The admirable performance attributes to the efficient governmental policies and relaxed business environment. The much higher capital of doing business in Dubai, straddling the lines between traditional financial centers such as Dubai and the more advanced business districts such as Sharjah, make it even more desirable for corporate businesses.
Being a strategic country, the country has established itself as a go-to destination for exporting goods, services, technology, and people. Having a suitable business license in the UAE is a required legal requirement even when starting your company. Business licenses are issued through the General Company Law (GCL) Branch and the Business Registration Department (BRD), with branches located in every Abu Dhabi city and emirate.
Besides establishing a business, you will need to apply for many licenses, approvals, KWA (Know-Your-Customer) checks, and other administrative measures. A myriad of documents is required to start a business in the UAE, including copies of your passport, attorney-client privilege, and a company’s financial statements.
With COVID-19 bearing down, many international firms such as Uber, Paypal, etc., started shifting their operations overseas, eager for a business presence in safe countries with favorable business environments.
Companies that do not comply will be deemed unauthorized by local authorities and deported. Many firms set up regional offices in another country such as Kuwait or Saudi Arabia but work from Dubai, allegedly avoiding import duties and paying lower corporate income tax rates.
To qualify for a business license, you will need to-
The UAE adopted the Dubai International Financial Center Law in 2009, which obligates all financial companies incorporated to establish their office in the emirate’s financial district. This legal mandate has allowed the appointment of banks in Dubai and other areas, including Sharjah and Ras Al Khaimah.
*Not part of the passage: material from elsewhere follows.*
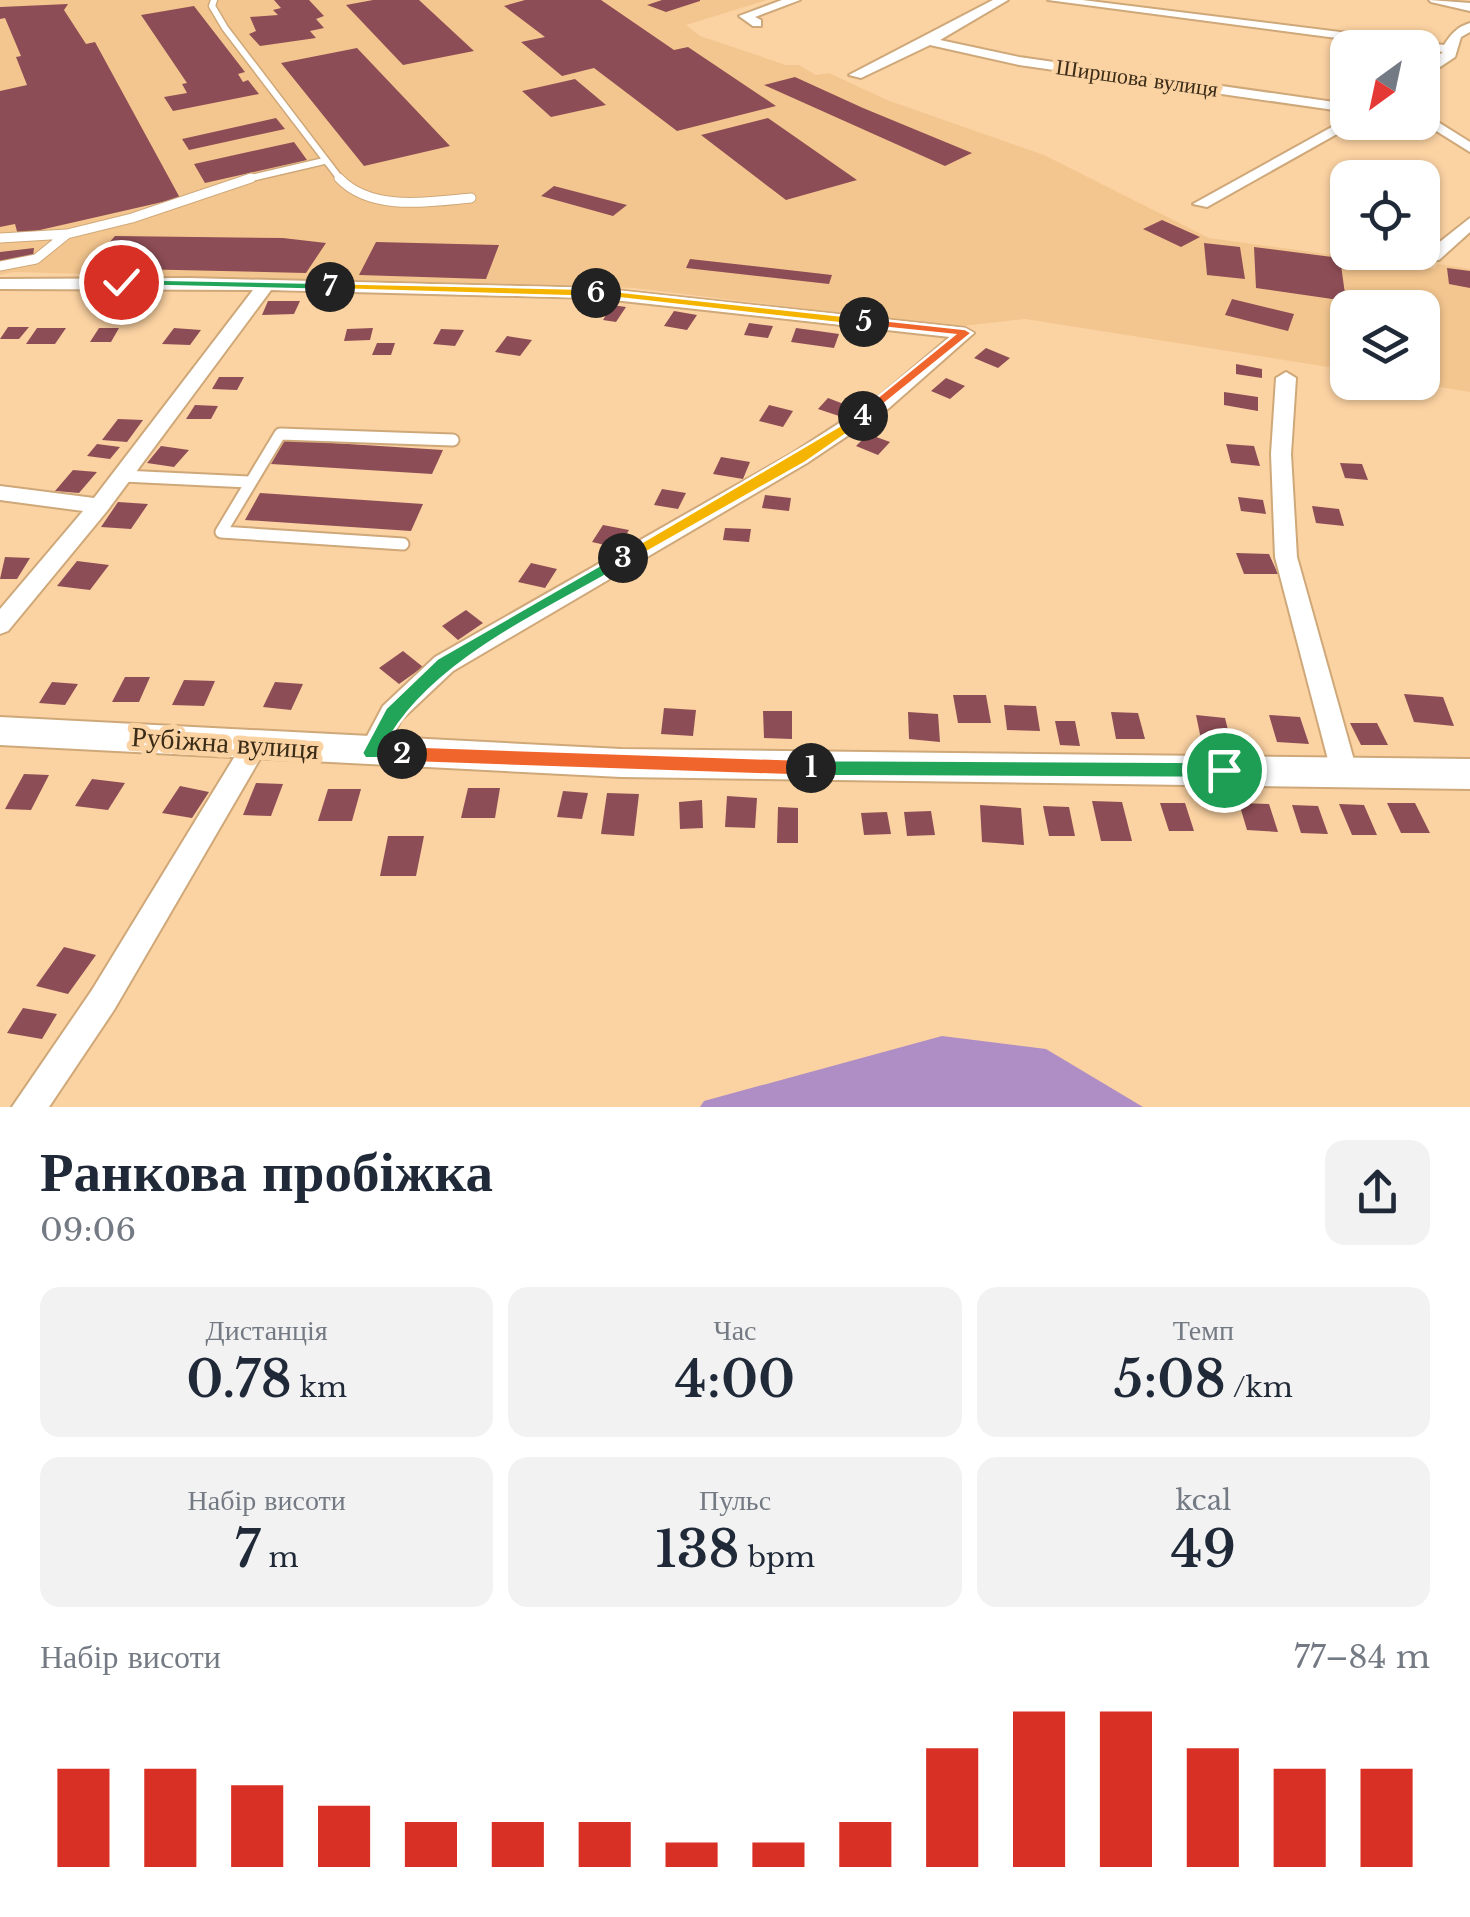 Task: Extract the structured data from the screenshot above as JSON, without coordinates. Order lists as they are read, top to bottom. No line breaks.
{"streets":{"street":["Ширшова вулиця","Рубіжна вулиця"]},"north":"bottom left","page":{"pins":["7","6","5","4","3","2","1"],"heading":["Ранкова пробіжка","09:06"],"stats":[["Дистанція","0.78 km"],["Час","4:00"],["Темп","5:08 /km"],["Набір висоти","7 m"],["Пульс","138 bpm"],["kcal","49"]],"chart":["Набір висоти","77–84 m"]}}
The GCC (Gulf Cooperation Council) countries have followed suit by enacting Dubai’s Competent Domestic Companies Law, which obligates domestic companies incorporated in these countries to establish their headquarters in the emirates. In addition, the law requires that the foreign seats locate in one of the GCC countries or one of its dependencies.
Companies can be formed in less than a week in Dubai thanks to the accommodating environment of the free zones.